Holocaust by Anne Ryan-Thomas

Grey surrounds me, somehow filtrating into my stomach and exiting as nausea. I am lost. I rest a minute, leaning against the nearest surface which absorbs the chaos from my head and body. I pull myself off and tackle the ground ahead which resembling corrugated iron now rewires my stomach to my feet as they ebb and flow along.

I'm alone yet walk alongside other confused and disoriented people. Most of us wander around in silence although one bedraggled looking woman shouts out for someone called Eva, maybe her daughter. No-one stops to help.

We walk mainly parallel to each other like chess pawns, imagining the multitude of ways the enemy can strike. A cylinder accidentally shoots at me as I turn a corner but misses as I retrace my last step. The man catches his intended target.

I've lost all my family in here. Dispersed. Will I find them again amongst these walls? I must do, we came here together and must leave together.

The clouds break, I see a distant haze of blue gradually getting stronger.

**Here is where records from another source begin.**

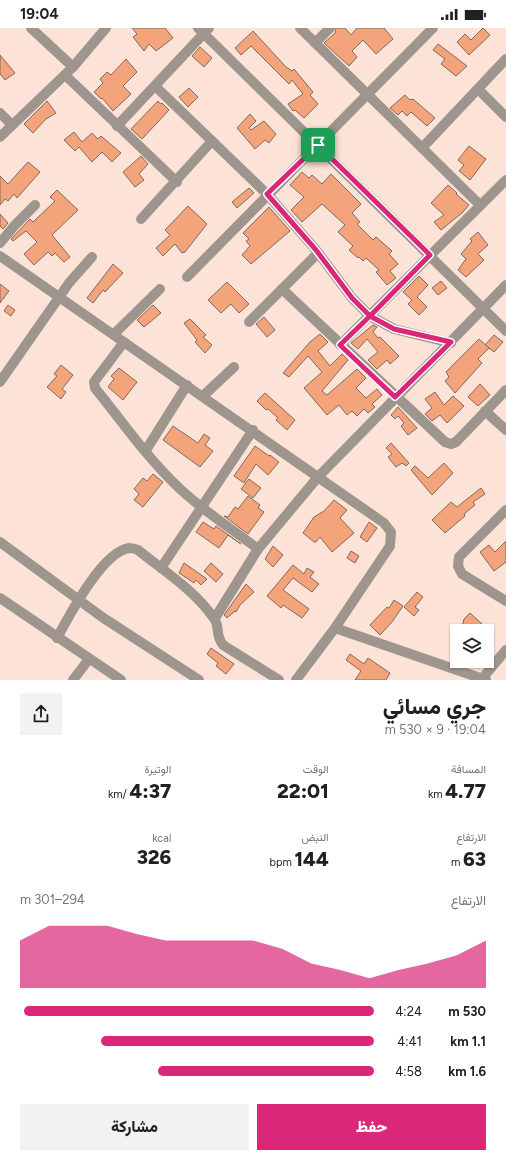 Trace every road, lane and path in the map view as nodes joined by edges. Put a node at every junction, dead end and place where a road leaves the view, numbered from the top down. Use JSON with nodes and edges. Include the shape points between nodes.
{"nodes":[{"id":1,"x":32,"y":28,"type":"edge"},
{"id":2,"x":106,"y":28,"type":"edge"},
{"id":3,"x":300,"y":28,"type":"edge"},
{"id":4,"x":330,"y":28,"type":"edge"},
{"id":5,"x":433,"y":28,"type":"edge"},
{"id":6,"x":204,"y":30,"type":"edge"},
{"id":7,"x":315,"y":43,"type":"junction"},
{"id":8,"x":506,"y":59,"type":"edge"},
{"id":9,"x":73,"y":67,"type":"junction"},
{"id":10,"x":65,"y":75,"type":"junction"},
{"id":11,"x":155,"y":86,"type":"junction"},
{"id":12,"x":478,"y":89,"type":"junction"},
{"id":13,"x":368,"y":95,"type":"junction"},
{"id":14,"x":0,"y":113,"type":"edge"},
{"id":15,"x":506,"y":117,"type":"edge"},
{"id":16,"x":12,"y":125,"type":"junction"},
{"id":17,"x":117,"y":126,"type":"junction"},
{"id":18,"x":0,"y":137,"type":"edge"},
{"id":19,"x":212,"y":141,"type":"junction"},
{"id":20,"x":318,"y":145,"type":"junction"},
{"id":21,"x":422,"y":148,"type":"junction"},
{"id":22,"x":506,"y":180,"type":"edge"},
{"id":23,"x":177,"y":182,"type":"junction"},
{"id":24,"x":267,"y":194,"type":"junction"},
{"id":25,"x":35,"y":205,"type":"dead end"},
{"id":26,"x":480,"y":205,"type":"junction"},
{"id":27,"x":141,"y":219,"type":"dead end"},
{"id":28,"x":0,"y":243,"type":"edge"},
{"id":29,"x":318,"y":254,"type":"junction"},
{"id":30,"x":430,"y":255,"type":"junction"},
{"id":31,"x":0,"y":256,"type":"edge"},
{"id":32,"x":92,"y":257,"type":"dead end"},
{"id":33,"x":187,"y":277,"type":"dead end"},
{"id":34,"x":506,"y":285,"type":"edge"},
{"id":35,"x":282,"y":289,"type":"junction"},
{"id":36,"x":160,"y":290,"type":"dead end"},
{"id":37,"x":59,"y":297,"type":"junction"},
{"id":38,"x":482,"y":309,"type":"junction"},
{"id":39,"x":370,"y":316,"type":"junction"},
{"id":40,"x":249,"y":322,"type":"dead end"},
{"id":41,"x":506,"y":331,"type":"edge"},
{"id":42,"x":114,"y":334,"type":"junction"},
{"id":43,"x":124,"y":342,"type":"junction"},
{"id":44,"x":451,"y":342,"type":"junction"},
{"id":45,"x":340,"y":345,"type":"junction"},
{"id":46,"x":234,"y":366,"type":"dead end"},
{"id":47,"x":0,"y":382,"type":"edge"},
{"id":48,"x":187,"y":385,"type":"junction"},
{"id":49,"x":506,"y":390,"type":"edge"},
{"id":50,"x":203,"y":396,"type":"junction"},
{"id":51,"x":395,"y":397,"type":"junction"},
{"id":52,"x":485,"y":411,"type":"junction"},
{"id":53,"x":253,"y":430,"type":"junction"},
{"id":54,"x":506,"y":430,"type":"edge"},
{"id":55,"x":146,"y":450,"type":"junction"},
{"id":56,"x":318,"y":477,"type":"junction"},
{"id":57,"x":202,"y":507,"type":"junction"},
{"id":58,"x":506,"y":510,"type":"edge"},
{"id":59,"x":0,"y":542,"type":"edge"},
{"id":60,"x":258,"y":548,"type":"junction"},
{"id":61,"x":161,"y":568,"type":"junction"},
{"id":62,"x":0,"y":598,"type":"edge"},
{"id":63,"x":78,"y":599,"type":"junction"},
{"id":64,"x":506,"y":601,"type":"edge"},
{"id":65,"x":214,"y":618,"type":"junction"},
{"id":66,"x":335,"y":628,"type":"junction"},
{"id":67,"x":57,"y":638,"type":"junction"},
{"id":68,"x":506,"y":650,"type":"edge"},
{"id":69,"x":89,"y":659,"type":"junction"},
{"id":70,"x":483,"y":679,"type":"edge"},
{"id":71,"x":73,"y":680,"type":"edge"},
{"id":72,"x":121,"y":680,"type":"edge"},
{"id":73,"x":199,"y":680,"type":"edge"},
{"id":74,"x":278,"y":680,"type":"edge"},
{"id":75,"x":296,"y":680,"type":"edge"}],
"edges":[{"from":1,"to":9,"type":"street"},
{"from":2,"to":9,"type":"street"},
{"from":3,"to":7,"type":"street"},
{"from":4,"to":7,"type":"street"},
{"from":5,"to":13,"type":"street"},
{"from":6,"to":11,"type":"street"},
{"from":6,"to":20,"type":"street"},
{"from":7,"to":13,"type":"street"},
{"from":8,"to":12,"type":"street"},
{"from":9,"to":10,"type":"street"},
{"from":10,"to":16,"type":"street"},
{"from":10,"to":17,"type":"street"},
{"from":11,"to":17,"type":"street"},
{"from":11,"to":19,"type":"street"},
{"from":12,"to":15,"type":"street"},
{"from":12,"to":21,"type":"street"},
{"from":13,"to":20,"type":"street"},
{"from":13,"to":21,"type":"street"},
{"from":14,"to":16,"type":"street"},
{"from":16,"to":18,"type":"street"},
{"from":17,"to":23,"type":"street"},
{"from":19,"to":23,"type":"street"},
{"from":19,"to":24,"type":"street"},
{"from":20,"to":24,"type":"street"},
{"from":20,"to":30,"type":"street"},
{"from":21,"to":26,"type":"street"},
{"from":22,"to":26,"type":"street"},
{"from":23,"to":27,"type":"street"},
{"from":24,"to":29,"type":"street"},
{"from":24,"to":33,"type":"street"},
{"from":25,"to":28,"type":"street"},
{"from":26,"to":30,"type":"street"},
{"from":29,"to":35,"type":"street"},
{"from":29,"to":39,"type":"street","via":[[352,298]]},
{"from":30,"to":38,"type":"street"},
{"from":30,"to":39,"type":"street"},
{"from":31,"to":37,"type":"street"},
{"from":32,"to":37,"type":"street"},
{"from":34,"to":38,"type":"street"},
{"from":35,"to":40,"type":"street"},
{"from":35,"to":45,"type":"street"},
{"from":36,"to":42,"type":"street"},
{"from":37,"to":42,"type":"street"},
{"from":37,"to":47,"type":"street"},
{"from":38,"to":41,"type":"street"},
{"from":38,"to":44,"type":"street"},
{"from":39,"to":44,"type":"street","via":[[394,329]]},
{"from":39,"to":45,"type":"street"},
{"from":42,"to":43,"type":"street"},
{"from":43,"to":48,"type":"street"},
{"from":43,"to":55,"type":"street","via":[[93,385]]},
{"from":44,"to":51,"type":"street"},
{"from":45,"to":51,"type":"street"},
{"from":46,"to":50,"type":"street"},
{"from":48,"to":50,"type":"street"},
{"from":48,"to":55,"type":"street"},
{"from":49,"to":52,"type":"street"},
{"from":50,"to":53,"type":"street"},
{"from":51,"to":52,"type":"street","via":[[445,442],[451,444],[456,442]]},
{"from":51,"to":56,"type":"street"},
{"from":52,"to":54,"type":"street"},
{"from":53,"to":56,"type":"street"},
{"from":53,"to":57,"type":"street"},
{"from":55,"to":57,"type":"street","via":[[176,485]]},
{"from":56,"to":60,"type":"street"},
{"from":56,"to":66,"type":"street","via":[[384,523],[391,532],[390,546]]},
{"from":57,"to":60,"type":"street"},
{"from":57,"to":61,"type":"street"},
{"from":58,"to":64,"type":"street","via":[[459,557],[458,566],[462,574]]},
{"from":59,"to":63,"type":"street"},
{"from":60,"to":65,"type":"street"},
{"from":61,"to":63,"type":"street","via":[[138,550],[130,548],[105,564]]},
{"from":61,"to":65,"type":"street","via":[[198,598]]},
{"from":62,"to":67,"type":"street"},
{"from":63,"to":67,"type":"street"},
{"from":63,"to":73,"type":"street"},
{"from":65,"to":74,"type":"street","via":[[218,625],[218,639],[223,645]]},
{"from":66,"to":70,"type":"street"},
{"from":66,"to":75,"type":"street"},
{"from":67,"to":69,"type":"street"},
{"from":68,"to":70,"type":"street"},
{"from":69,"to":71,"type":"street"},
{"from":69,"to":72,"type":"street"}]}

The pounding in my ears keeps in time with that of my heart and feet and the nausea slightly subsides. The grey remains in the form of structures which cast regular, almost regimented shadows. Light follows shadow, then light again. Patterns: I grasp their safety. Youths huddle in twos and threes, gaining their safety from togetherness. Shutting the rest of the world out: they forget where they are.

The air is suddenly still. I stop. The ground remains uneven beneath. I find a level patch and place myself firmly. I catch my breath. The sky is completely clear now, so near to feel it's breeze again yet still too far. I carry on, desperate to find the others. Hushed voices and even children's laughter echo around but none of them are theirs.

I see trees ahead; the breeze suddenly feels stronger. The shadows becoming shorter. I stop. Straight ahead I can see a gap. My hands tremble as I realise I could get out here. I need to locate my family but also need to get away from this place. I reach the gap.

I see them straight ahead, they have found this exit also. They sit on a low grey plinth eating ice cream and laughing. They have saved one for me but it has melted. I place myself back in reality: Holocaust Memorial. Berlin. August 2013.